(RECORDS FOR THE EXERCISE Opens)

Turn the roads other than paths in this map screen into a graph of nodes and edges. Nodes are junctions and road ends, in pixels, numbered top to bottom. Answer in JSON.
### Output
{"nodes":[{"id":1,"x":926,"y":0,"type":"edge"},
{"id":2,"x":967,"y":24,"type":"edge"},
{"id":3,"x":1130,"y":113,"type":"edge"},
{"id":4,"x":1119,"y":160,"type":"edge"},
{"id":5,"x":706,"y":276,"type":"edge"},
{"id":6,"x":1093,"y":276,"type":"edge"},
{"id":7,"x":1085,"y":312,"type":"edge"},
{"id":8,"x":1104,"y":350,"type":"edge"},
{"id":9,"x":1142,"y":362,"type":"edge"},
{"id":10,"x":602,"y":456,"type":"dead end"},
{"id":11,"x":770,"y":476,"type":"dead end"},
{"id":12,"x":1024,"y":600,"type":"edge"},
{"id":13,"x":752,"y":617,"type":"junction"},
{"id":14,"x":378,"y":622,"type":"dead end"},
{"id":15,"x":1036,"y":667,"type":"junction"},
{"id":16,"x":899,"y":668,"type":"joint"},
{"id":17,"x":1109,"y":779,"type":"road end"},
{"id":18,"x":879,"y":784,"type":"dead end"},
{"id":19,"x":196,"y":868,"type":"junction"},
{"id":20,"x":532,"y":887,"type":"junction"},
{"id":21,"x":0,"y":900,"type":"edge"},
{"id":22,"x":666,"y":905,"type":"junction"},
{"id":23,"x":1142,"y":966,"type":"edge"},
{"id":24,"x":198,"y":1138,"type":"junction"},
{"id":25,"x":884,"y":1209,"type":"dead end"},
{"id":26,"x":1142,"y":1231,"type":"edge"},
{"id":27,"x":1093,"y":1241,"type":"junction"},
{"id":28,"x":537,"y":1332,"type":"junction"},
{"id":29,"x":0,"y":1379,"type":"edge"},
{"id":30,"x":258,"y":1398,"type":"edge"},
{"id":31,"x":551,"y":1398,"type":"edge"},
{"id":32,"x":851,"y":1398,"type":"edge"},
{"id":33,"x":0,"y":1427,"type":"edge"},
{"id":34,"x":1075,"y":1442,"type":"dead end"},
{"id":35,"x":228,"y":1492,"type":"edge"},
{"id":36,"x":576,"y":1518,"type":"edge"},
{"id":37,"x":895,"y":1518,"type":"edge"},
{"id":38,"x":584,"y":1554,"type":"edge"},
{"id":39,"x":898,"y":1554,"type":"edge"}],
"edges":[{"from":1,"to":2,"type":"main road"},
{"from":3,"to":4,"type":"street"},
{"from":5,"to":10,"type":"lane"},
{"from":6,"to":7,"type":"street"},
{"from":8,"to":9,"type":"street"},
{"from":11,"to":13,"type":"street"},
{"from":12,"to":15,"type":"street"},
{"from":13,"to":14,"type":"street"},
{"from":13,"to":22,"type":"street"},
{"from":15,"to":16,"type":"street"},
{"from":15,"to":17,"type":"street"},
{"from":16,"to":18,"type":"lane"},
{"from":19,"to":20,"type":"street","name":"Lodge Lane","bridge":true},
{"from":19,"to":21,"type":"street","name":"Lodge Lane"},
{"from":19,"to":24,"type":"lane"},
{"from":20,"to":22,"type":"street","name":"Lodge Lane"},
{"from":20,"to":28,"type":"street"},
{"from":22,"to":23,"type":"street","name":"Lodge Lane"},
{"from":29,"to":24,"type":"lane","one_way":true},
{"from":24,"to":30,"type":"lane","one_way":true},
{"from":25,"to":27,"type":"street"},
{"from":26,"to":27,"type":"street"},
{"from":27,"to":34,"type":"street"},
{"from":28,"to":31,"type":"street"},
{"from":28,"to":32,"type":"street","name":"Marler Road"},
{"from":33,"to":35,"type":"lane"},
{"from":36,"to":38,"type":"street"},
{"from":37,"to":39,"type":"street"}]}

(RECORDS FOR THE EXERCISE Closes)

◆ WHAT TO DO
Go through the listing above. Show each line where the word "true" is found.

◆ TASK RESULT
{"from":19,"to":20,"type":"street","name":"Lodge Lane","bridge":true},
{"from":29,"to":24,"type":"lane","one_way":true},
{"from":24,"to":30,"type":"lane","one_way":true},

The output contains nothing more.